## Provided data:
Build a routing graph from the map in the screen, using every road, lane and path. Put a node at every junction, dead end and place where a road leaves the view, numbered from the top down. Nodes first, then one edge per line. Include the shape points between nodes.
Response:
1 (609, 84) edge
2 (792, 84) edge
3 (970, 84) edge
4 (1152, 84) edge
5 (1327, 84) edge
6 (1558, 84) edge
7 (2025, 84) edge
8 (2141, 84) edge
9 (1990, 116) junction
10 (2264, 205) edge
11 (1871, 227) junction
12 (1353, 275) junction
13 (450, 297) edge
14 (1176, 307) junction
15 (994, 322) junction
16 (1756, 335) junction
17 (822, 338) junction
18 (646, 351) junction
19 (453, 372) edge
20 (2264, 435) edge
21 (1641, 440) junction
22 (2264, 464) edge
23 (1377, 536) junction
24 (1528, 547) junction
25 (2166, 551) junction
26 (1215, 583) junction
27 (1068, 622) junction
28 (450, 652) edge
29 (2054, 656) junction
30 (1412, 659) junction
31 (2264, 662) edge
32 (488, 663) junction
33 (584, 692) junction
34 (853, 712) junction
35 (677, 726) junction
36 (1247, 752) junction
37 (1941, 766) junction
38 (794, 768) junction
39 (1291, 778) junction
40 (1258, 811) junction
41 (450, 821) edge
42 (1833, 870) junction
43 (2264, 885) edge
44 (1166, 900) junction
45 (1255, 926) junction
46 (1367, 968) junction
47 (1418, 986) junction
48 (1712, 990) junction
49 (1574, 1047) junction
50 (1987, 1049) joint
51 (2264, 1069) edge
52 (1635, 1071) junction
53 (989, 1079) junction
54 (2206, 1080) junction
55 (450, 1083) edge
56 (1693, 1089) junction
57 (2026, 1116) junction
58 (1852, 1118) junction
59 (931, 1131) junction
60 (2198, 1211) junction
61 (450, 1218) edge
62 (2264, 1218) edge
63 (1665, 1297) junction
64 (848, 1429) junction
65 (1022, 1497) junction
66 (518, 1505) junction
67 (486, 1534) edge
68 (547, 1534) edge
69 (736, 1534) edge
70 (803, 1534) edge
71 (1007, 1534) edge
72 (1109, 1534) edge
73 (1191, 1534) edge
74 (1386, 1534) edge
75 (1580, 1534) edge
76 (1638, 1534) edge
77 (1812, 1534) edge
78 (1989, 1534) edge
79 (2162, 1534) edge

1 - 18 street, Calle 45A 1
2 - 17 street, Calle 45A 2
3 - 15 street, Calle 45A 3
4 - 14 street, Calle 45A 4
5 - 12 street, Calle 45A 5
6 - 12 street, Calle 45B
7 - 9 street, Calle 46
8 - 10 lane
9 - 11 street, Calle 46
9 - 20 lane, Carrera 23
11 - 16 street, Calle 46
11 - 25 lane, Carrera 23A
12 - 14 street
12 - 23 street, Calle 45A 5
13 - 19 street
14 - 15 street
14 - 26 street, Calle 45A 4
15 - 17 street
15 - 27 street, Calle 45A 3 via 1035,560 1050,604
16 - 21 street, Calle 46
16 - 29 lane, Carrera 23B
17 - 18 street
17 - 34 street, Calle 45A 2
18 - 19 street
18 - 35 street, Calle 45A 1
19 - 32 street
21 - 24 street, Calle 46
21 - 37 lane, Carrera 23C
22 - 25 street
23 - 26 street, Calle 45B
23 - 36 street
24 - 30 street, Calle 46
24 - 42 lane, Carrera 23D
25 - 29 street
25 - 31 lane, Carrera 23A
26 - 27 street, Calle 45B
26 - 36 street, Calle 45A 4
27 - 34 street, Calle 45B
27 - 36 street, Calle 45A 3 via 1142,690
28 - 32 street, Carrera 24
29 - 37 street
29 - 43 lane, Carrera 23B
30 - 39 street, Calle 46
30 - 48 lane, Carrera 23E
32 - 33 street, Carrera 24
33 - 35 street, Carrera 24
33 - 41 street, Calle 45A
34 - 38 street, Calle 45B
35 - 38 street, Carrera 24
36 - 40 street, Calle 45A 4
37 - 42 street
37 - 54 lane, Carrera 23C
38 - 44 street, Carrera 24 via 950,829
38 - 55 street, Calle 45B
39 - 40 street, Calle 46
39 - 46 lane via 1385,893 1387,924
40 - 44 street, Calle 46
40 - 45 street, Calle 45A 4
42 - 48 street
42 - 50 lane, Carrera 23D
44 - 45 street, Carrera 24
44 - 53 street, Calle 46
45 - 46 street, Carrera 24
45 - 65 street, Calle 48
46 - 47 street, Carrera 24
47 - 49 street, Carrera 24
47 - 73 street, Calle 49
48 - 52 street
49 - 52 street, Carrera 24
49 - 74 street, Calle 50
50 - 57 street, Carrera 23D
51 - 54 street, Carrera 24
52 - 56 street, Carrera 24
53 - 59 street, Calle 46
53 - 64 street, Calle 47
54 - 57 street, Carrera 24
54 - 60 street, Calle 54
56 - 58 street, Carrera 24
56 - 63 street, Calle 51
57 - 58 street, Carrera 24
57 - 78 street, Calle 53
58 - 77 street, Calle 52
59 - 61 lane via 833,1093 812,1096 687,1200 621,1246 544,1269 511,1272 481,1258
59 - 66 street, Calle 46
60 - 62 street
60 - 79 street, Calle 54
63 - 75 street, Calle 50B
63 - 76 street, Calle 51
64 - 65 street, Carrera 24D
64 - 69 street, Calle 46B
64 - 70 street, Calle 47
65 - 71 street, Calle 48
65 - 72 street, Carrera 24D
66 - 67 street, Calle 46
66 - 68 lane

## Task details:
Exactly as written, output the material once more.

## Exercise response:
Build a routing graph from the map in the screen, using every road, lane and path. Put a node at every junction, dead end and place where a road leaves the view, numbered from the top down. Nodes first, then one edge per line. Include the shape points between nodes.
Response:
1 (609, 84) edge
2 (792, 84) edge
3 (970, 84) edge
4 (1152, 84) edge
5 (1327, 84) edge
6 (1558, 84) edge
7 (2025, 84) edge
8 (2141, 84) edge
9 (1990, 116) junction
10 (2264, 205) edge
11 (1871, 227) junction
12 (1353, 275) junction
13 (450, 297) edge
14 (1176, 307) junction
15 (994, 322) junction
16 (1756, 335) junction
17 (822, 338) junction
18 (646, 351) junction
19 (453, 372) edge
20 (2264, 435) edge
21 (1641, 440) junction
22 (2264, 464) edge
23 (1377, 536) junction
24 (1528, 547) junction
25 (2166, 551) junction
26 (1215, 583) junction
27 (1068, 622) junction
28 (450, 652) edge
29 (2054, 656) junction
30 (1412, 659) junction
31 (2264, 662) edge
32 (488, 663) junction
33 (584, 692) junction
34 (853, 712) junction
35 (677, 726) junction
36 (1247, 752) junction
37 (1941, 766) junction
38 (794, 768) junction
39 (1291, 778) junction
40 (1258, 811) junction
41 (450, 821) edge
42 (1833, 870) junction
43 (2264, 885) edge
44 (1166, 900) junction
45 (1255, 926) junction
46 (1367, 968) junction
47 (1418, 986) junction
48 (1712, 990) junction
49 (1574, 1047) junction
50 (1987, 1049) joint
51 (2264, 1069) edge
52 (1635, 1071) junction
53 (989, 1079) junction
54 (2206, 1080) junction
55 (450, 1083) edge
56 (1693, 1089) junction
57 (2026, 1116) junction
58 (1852, 1118) junction
59 (931, 1131) junction
60 (2198, 1211) junction
61 (450, 1218) edge
62 (2264, 1218) edge
63 (1665, 1297) junction
64 (848, 1429) junction
65 (1022, 1497) junction
66 (518, 1505) junction
67 (486, 1534) edge
68 (547, 1534) edge
69 (736, 1534) edge
70 (803, 1534) edge
71 (1007, 1534) edge
72 (1109, 1534) edge
73 (1191, 1534) edge
74 (1386, 1534) edge
75 (1580, 1534) edge
76 (1638, 1534) edge
77 (1812, 1534) edge
78 (1989, 1534) edge
79 (2162, 1534) edge

1 - 18 street, Calle 45A 1
2 - 17 street, Calle 45A 2
3 - 15 street, Calle 45A 3
4 - 14 street, Calle 45A 4
5 - 12 street, Calle 45A 5
6 - 12 street, Calle 45B
7 - 9 street, Calle 46
8 - 10 lane
9 - 11 street, Calle 46
9 - 20 lane, Carrera 23
11 - 16 street, Calle 46
11 - 25 lane, Carrera 23A
12 - 14 street
12 - 23 street, Calle 45A 5
13 - 19 street
14 - 15 street
14 - 26 street, Calle 45A 4
15 - 17 street
15 - 27 street, Calle 45A 3 via 1035,560 1050,604
16 - 21 street, Calle 46
16 - 29 lane, Carrera 23B
17 - 18 street
17 - 34 street, Calle 45A 2
18 - 19 street
18 - 35 street, Calle 45A 1
19 - 32 street
21 - 24 street, Calle 46
21 - 37 lane, Carrera 23C
22 - 25 street
23 - 26 street, Calle 45B
23 - 36 street
24 - 30 street, Calle 46
24 - 42 lane, Carrera 23D
25 - 29 street
25 - 31 lane, Carrera 23A
26 - 27 street, Calle 45B
26 - 36 street, Calle 45A 4
27 - 34 street, Calle 45B
27 - 36 street, Calle 45A 3 via 1142,690
28 - 32 street, Carrera 24
29 - 37 street
29 - 43 lane, Carrera 23B
30 - 39 street, Calle 46
30 - 48 lane, Carrera 23E
32 - 33 street, Carrera 24
33 - 35 street, Carrera 24
33 - 41 street, Calle 45A
34 - 38 street, Calle 45B
35 - 38 street, Carrera 24
36 - 40 street, Calle 45A 4
37 - 42 street
37 - 54 lane, Carrera 23C
38 - 44 street, Carrera 24 via 950,829
38 - 55 street, Calle 45B
39 - 40 street, Calle 46
39 - 46 lane via 1385,893 1387,924
40 - 44 street, Calle 46
40 - 45 street, Calle 45A 4
42 - 48 street
42 - 50 lane, Carrera 23D
44 - 45 street, Carrera 24
44 - 53 street, Calle 46
45 - 46 street, Carrera 24
45 - 65 street, Calle 48
46 - 47 street, Carrera 24
47 - 49 street, Carrera 24
47 - 73 street, Calle 49
48 - 52 street
49 - 52 street, Carrera 24
49 - 74 street, Calle 50
50 - 57 street, Carrera 23D
51 - 54 street, Carrera 24
52 - 56 street, Carrera 24
53 - 59 street, Calle 46
53 - 64 street, Calle 47
54 - 57 street, Carrera 24
54 - 60 street, Calle 54
56 - 58 street, Carrera 24
56 - 63 street, Calle 51
57 - 58 street, Carrera 24
57 - 78 street, Calle 53
58 - 77 street, Calle 52
59 - 61 lane via 833,1093 812,1096 687,1200 621,1246 544,1269 511,1272 481,1258
59 - 66 street, Calle 46
60 - 62 street
60 - 79 street, Calle 54
63 - 75 street, Calle 50B
63 - 76 street, Calle 51
64 - 65 street, Carrera 24D
64 - 69 street, Calle 46B
64 - 70 street, Calle 47
65 - 71 street, Calle 48
65 - 72 street, Carrera 24D
66 - 67 street, Calle 46
66 - 68 lane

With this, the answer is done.